What you need to do → Return nothing but the lines from the one containing "ring mcp: (191, 143)" through the end of the records below, exactly as they stand and without pictures.

Source material →

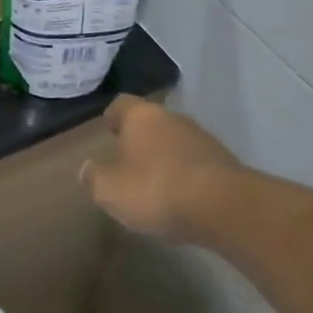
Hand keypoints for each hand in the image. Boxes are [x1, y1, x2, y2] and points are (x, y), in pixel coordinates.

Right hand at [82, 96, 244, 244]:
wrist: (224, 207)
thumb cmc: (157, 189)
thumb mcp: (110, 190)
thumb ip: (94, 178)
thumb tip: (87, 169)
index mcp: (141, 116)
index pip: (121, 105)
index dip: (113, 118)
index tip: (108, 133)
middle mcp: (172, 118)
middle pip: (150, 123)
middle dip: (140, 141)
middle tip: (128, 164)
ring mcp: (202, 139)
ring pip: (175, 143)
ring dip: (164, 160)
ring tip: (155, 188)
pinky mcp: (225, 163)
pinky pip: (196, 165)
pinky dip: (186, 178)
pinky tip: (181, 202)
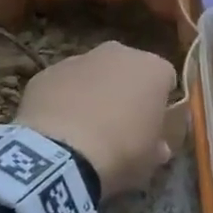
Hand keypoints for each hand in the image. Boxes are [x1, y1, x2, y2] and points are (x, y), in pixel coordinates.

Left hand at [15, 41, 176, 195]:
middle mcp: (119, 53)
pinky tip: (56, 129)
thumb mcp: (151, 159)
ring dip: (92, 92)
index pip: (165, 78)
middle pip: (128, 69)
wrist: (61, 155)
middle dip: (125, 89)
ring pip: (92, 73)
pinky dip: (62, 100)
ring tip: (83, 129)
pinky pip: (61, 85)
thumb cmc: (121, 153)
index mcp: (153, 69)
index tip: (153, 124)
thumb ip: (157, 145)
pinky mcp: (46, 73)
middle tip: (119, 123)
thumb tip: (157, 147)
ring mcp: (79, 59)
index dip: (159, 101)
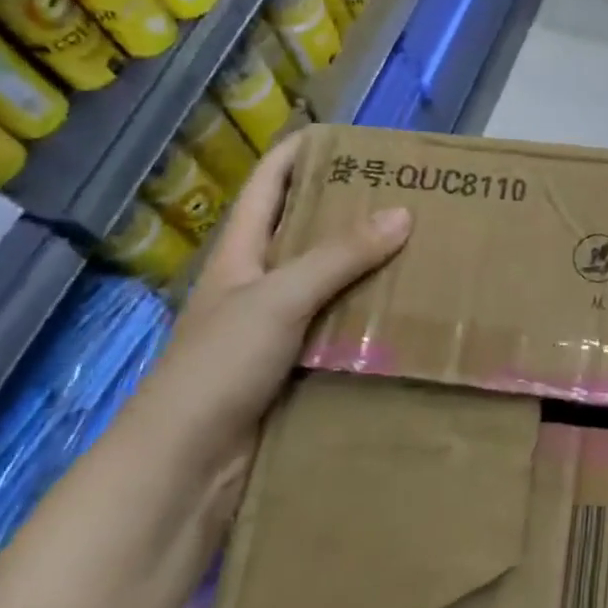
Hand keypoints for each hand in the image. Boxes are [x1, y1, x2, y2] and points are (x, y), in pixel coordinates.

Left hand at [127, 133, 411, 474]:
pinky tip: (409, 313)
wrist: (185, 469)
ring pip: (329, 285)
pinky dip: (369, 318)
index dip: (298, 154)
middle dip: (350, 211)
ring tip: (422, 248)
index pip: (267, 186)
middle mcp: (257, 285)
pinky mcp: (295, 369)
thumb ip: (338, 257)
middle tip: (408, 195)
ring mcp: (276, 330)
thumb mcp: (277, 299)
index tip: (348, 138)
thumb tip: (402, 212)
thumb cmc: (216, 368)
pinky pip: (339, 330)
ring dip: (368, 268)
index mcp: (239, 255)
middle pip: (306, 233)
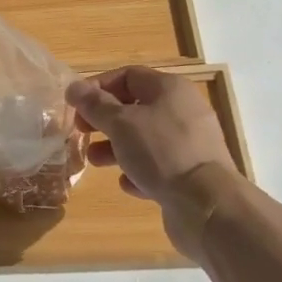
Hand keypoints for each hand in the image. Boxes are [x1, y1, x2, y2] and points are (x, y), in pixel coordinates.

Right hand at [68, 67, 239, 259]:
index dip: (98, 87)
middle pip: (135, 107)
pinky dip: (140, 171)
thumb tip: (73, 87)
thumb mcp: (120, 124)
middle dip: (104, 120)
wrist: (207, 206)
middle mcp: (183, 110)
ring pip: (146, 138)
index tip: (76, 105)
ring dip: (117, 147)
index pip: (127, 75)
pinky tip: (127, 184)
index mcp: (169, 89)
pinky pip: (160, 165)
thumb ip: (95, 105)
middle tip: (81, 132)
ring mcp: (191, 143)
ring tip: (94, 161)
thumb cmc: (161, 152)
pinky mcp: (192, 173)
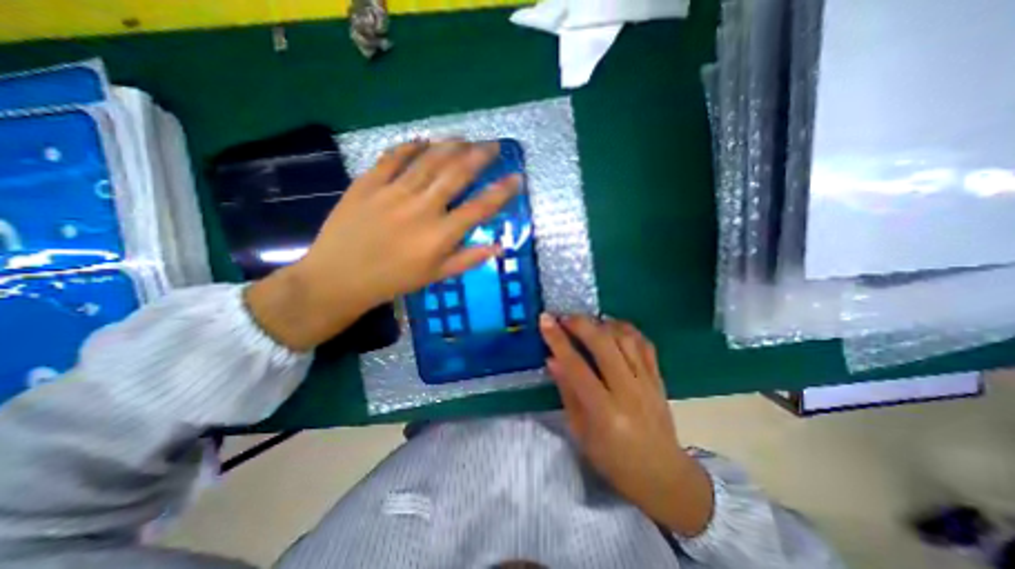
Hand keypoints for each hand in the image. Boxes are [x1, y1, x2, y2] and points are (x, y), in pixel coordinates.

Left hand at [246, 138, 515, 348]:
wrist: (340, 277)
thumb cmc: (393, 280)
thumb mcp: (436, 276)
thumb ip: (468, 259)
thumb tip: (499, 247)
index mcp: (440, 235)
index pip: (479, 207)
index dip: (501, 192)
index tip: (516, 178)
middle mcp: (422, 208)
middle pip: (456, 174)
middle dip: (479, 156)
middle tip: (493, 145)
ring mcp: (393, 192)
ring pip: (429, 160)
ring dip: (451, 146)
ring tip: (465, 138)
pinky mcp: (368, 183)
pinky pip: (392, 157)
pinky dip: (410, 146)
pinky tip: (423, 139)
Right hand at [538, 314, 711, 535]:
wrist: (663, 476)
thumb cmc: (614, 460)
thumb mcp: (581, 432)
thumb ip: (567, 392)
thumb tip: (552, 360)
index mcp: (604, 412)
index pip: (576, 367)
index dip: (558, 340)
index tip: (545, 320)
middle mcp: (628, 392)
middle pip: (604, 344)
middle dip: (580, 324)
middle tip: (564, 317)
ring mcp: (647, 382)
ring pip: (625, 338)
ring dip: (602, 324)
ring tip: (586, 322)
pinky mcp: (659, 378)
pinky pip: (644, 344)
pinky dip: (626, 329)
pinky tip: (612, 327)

Output of the task →
ring mcp: (191, 143)
ring tip: (94, 161)
thumb cmc: (161, 152)
pinky mcp: (192, 173)
Hand keypoints for each hand in the image. Boxes are [x1, y1, x2, y2] and points are (x, y), in pixel coordinates.

Left hand at [246, 138, 515, 348]:
wrist: (340, 277)
thumb cmc: (393, 280)
thumb mcp: (436, 276)
thumb ip: (468, 259)
thumb tip: (499, 247)
index mcp: (440, 235)
index pip: (479, 207)
index dip: (501, 192)
index tip: (516, 178)
middle mcp: (422, 208)
middle pip: (456, 174)
middle dip: (479, 156)
middle tip: (493, 145)
ring mcp: (393, 192)
ring pip: (429, 160)
ring dip: (451, 146)
ring tip: (465, 138)
pinky mcp: (368, 183)
pinky pip: (392, 157)
pinky dip: (410, 146)
pinky tip: (423, 139)
Right hand at [538, 314, 711, 535]:
wrist: (663, 476)
thumb cmc: (614, 460)
thumb mcp: (581, 432)
thumb ip: (567, 392)
thumb tip: (552, 360)
index mcp: (604, 412)
index pip: (576, 367)
index dip: (558, 340)
index tip: (545, 320)
middle mcp: (628, 392)
middle pip: (604, 344)
middle dip: (580, 324)
middle tip: (564, 317)
ring mcp: (647, 382)
ring pip: (625, 338)
ring dip: (602, 324)
ring tip: (586, 322)
pinky mcp: (659, 378)
pinky pip: (644, 344)
pinky dip: (626, 329)
pinky tip: (612, 327)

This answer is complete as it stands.